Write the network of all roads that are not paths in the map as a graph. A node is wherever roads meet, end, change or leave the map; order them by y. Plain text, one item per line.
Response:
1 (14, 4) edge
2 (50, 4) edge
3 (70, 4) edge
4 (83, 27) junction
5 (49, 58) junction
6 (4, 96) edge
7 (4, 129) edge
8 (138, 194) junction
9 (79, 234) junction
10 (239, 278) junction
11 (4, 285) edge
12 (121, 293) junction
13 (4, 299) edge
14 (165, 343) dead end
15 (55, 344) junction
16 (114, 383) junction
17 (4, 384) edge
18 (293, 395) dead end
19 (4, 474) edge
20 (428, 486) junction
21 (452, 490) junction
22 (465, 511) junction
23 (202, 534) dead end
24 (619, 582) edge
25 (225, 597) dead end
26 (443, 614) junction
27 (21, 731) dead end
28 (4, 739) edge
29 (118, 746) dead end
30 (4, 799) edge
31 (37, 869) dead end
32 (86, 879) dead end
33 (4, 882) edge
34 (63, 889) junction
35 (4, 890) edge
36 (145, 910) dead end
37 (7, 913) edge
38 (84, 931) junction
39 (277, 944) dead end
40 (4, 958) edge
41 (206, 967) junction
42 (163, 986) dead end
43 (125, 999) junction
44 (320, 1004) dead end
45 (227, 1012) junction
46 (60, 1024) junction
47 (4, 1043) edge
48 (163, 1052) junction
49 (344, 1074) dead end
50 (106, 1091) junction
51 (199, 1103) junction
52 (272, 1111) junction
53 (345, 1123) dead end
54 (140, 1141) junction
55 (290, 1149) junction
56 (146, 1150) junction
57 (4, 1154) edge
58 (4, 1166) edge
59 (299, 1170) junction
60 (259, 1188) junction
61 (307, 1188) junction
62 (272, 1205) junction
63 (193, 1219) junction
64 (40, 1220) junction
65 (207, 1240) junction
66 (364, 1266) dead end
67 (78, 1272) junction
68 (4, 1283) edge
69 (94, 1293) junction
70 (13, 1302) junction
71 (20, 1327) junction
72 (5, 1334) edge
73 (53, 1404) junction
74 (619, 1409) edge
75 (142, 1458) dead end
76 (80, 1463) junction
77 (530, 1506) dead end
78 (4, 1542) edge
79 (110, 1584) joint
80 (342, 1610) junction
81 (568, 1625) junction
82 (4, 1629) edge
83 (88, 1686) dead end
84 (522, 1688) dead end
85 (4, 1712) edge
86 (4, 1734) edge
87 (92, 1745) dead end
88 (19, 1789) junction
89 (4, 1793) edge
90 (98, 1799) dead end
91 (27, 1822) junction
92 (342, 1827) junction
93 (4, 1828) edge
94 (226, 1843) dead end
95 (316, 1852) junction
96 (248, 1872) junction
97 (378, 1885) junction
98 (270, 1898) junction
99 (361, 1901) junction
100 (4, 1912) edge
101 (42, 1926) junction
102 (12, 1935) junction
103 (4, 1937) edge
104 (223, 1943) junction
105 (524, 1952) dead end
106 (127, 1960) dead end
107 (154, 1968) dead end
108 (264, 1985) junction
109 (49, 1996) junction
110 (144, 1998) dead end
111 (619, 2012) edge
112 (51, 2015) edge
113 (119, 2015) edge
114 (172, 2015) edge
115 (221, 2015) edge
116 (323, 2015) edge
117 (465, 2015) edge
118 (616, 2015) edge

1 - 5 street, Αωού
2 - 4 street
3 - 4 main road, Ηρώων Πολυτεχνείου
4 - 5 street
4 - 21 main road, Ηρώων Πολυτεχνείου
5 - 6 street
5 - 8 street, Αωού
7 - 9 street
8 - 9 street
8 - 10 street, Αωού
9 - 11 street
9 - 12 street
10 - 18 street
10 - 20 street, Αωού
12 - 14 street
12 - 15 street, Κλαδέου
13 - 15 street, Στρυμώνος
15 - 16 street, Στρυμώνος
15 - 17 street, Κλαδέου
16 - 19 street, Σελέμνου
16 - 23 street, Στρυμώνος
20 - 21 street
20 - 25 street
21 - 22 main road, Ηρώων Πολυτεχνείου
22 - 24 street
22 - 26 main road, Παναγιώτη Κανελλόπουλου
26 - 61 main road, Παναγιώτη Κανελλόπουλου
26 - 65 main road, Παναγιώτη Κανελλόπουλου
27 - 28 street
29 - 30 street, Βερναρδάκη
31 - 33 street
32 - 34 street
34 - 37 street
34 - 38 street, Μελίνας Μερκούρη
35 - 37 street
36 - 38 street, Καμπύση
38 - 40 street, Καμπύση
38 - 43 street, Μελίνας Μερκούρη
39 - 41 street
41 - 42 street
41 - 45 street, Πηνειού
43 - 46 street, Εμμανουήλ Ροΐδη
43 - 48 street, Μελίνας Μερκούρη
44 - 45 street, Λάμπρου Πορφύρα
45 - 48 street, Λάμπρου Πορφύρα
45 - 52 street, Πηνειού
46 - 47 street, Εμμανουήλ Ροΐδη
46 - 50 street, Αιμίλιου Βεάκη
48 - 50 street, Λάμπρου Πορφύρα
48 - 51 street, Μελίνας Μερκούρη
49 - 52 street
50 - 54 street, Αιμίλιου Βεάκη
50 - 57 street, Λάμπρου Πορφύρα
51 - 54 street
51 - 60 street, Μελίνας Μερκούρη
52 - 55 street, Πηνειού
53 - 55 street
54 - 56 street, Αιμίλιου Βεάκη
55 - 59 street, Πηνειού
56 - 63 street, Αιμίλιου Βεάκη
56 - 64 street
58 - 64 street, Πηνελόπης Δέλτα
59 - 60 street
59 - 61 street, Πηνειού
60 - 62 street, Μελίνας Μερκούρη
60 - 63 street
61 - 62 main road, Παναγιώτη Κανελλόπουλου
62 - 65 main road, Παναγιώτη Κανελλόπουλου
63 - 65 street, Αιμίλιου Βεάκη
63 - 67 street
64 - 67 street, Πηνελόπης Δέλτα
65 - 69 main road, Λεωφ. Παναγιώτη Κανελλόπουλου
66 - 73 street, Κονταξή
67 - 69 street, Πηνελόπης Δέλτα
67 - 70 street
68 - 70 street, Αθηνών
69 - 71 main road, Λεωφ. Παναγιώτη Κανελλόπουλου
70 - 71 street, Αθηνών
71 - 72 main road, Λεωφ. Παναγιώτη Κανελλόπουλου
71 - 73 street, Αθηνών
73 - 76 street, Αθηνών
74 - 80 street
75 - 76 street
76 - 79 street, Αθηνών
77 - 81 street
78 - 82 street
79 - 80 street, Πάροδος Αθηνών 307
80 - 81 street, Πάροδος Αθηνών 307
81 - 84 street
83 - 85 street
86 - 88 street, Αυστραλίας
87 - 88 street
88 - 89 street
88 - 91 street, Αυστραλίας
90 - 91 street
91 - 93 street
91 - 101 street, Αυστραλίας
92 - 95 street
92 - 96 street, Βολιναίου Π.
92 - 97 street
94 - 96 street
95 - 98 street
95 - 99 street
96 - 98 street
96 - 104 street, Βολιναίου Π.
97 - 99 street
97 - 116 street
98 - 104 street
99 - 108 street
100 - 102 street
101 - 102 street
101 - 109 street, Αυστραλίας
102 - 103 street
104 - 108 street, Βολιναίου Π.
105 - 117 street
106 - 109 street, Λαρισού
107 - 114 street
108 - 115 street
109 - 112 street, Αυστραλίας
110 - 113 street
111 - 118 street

..............................

* _Exercise_: For the word "Στρυμώνος", count the lines in the records that contain it. Give the number and no other words.

* _Answer section_: 3